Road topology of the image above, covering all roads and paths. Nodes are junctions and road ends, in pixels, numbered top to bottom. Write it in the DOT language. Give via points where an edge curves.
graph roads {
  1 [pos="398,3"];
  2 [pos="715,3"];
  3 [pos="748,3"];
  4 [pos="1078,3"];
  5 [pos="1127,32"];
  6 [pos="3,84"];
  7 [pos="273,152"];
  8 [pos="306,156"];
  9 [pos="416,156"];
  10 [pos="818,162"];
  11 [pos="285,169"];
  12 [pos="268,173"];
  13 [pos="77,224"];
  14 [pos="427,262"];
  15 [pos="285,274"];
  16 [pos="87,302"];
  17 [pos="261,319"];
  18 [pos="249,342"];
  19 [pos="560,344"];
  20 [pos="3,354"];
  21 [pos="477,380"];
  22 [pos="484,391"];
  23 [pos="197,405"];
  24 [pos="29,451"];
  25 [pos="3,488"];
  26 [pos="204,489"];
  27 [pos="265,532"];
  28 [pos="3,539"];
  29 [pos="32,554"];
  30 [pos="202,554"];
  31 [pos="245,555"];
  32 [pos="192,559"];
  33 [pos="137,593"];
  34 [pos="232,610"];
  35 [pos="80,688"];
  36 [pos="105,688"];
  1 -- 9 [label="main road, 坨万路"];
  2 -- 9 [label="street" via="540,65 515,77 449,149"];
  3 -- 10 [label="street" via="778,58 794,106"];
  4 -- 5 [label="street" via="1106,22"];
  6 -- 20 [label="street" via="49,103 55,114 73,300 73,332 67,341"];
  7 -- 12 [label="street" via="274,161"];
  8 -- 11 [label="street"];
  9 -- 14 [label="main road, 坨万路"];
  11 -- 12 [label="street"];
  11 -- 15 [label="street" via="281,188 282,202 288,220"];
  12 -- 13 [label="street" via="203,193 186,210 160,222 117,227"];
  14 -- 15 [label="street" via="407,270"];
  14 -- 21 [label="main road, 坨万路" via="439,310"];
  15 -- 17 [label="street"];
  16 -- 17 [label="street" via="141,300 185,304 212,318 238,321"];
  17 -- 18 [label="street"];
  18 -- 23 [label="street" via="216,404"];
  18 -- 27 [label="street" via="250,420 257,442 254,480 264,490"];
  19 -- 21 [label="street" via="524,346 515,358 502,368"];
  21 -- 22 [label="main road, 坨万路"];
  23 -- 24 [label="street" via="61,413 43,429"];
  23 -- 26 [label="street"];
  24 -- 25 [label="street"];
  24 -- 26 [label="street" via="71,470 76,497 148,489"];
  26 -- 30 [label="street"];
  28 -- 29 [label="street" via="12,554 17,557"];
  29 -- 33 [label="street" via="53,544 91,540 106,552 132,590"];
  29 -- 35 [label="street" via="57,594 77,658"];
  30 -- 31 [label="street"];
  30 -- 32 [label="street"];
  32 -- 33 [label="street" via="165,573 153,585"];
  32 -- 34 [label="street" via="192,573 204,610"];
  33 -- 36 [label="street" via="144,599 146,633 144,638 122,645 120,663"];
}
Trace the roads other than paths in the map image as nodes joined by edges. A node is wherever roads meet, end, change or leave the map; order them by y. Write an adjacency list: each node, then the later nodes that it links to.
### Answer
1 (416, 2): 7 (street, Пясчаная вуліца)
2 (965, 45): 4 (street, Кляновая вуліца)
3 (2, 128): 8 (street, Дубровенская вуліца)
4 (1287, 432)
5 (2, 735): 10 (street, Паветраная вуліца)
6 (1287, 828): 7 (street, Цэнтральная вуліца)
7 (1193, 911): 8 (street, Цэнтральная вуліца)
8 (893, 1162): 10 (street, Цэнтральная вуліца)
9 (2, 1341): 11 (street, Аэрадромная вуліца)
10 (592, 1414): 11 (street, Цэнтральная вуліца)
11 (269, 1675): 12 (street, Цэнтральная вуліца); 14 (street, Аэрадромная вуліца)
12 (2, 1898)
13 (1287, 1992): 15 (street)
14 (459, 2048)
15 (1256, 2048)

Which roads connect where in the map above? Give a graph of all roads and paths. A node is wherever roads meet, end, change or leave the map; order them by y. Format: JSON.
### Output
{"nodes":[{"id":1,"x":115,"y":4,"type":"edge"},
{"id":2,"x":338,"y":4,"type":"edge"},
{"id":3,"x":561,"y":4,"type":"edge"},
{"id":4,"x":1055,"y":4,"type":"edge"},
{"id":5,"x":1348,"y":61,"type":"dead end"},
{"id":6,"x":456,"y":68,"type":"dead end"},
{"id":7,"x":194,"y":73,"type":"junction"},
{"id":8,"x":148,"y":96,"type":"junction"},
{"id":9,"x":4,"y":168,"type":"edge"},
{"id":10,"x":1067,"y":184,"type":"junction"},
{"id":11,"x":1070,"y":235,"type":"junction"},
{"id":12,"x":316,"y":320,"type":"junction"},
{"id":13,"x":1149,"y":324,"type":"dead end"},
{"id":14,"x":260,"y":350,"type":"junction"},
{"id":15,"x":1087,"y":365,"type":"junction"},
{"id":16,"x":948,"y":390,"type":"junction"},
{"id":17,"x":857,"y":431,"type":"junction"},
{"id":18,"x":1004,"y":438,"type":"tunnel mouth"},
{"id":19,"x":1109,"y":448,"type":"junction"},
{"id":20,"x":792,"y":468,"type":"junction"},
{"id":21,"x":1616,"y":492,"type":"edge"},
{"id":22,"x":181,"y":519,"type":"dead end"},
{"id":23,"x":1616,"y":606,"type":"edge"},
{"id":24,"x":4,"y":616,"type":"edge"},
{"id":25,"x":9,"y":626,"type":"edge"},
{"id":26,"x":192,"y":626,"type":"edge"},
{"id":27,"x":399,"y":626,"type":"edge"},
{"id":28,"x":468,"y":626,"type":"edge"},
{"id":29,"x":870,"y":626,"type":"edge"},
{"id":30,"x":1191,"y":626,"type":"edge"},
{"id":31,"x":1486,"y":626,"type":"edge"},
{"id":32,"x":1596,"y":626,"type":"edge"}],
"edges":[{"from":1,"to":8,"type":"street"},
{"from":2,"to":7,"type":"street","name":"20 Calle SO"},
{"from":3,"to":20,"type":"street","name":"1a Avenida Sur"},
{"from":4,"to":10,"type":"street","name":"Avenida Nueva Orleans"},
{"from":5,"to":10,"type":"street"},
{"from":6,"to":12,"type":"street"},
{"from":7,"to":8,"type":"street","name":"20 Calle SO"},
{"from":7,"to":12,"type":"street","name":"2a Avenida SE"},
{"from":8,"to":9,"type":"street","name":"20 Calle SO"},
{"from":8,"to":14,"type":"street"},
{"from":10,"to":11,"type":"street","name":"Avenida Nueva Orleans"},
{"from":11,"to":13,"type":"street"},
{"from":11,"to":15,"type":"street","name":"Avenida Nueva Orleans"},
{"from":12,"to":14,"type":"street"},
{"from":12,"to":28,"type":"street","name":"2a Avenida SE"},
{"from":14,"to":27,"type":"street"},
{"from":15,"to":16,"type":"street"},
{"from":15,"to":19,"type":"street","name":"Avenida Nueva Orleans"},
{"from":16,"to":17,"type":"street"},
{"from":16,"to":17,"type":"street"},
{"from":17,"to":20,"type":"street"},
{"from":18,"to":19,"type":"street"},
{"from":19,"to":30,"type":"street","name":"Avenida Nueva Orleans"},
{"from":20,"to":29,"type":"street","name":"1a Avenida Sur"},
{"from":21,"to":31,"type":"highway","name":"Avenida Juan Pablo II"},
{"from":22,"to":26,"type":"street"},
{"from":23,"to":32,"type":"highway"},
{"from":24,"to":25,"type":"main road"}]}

#### [WORK TASK]
Reproduce every line in the data that has the word "Write" in it.

#### [YOUR RESPONSE]
Road topology of the image above, covering all roads and paths. Nodes are junctions and road ends, in pixels, numbered top to bottom. Write it in the DOT language. Give via points where an edge curves.
Trace the roads other than paths in the map image as nodes joined by edges. A node is wherever roads meet, end, change or leave the map; order them by y. Write an adjacency list: each node, then the later nodes that it links to.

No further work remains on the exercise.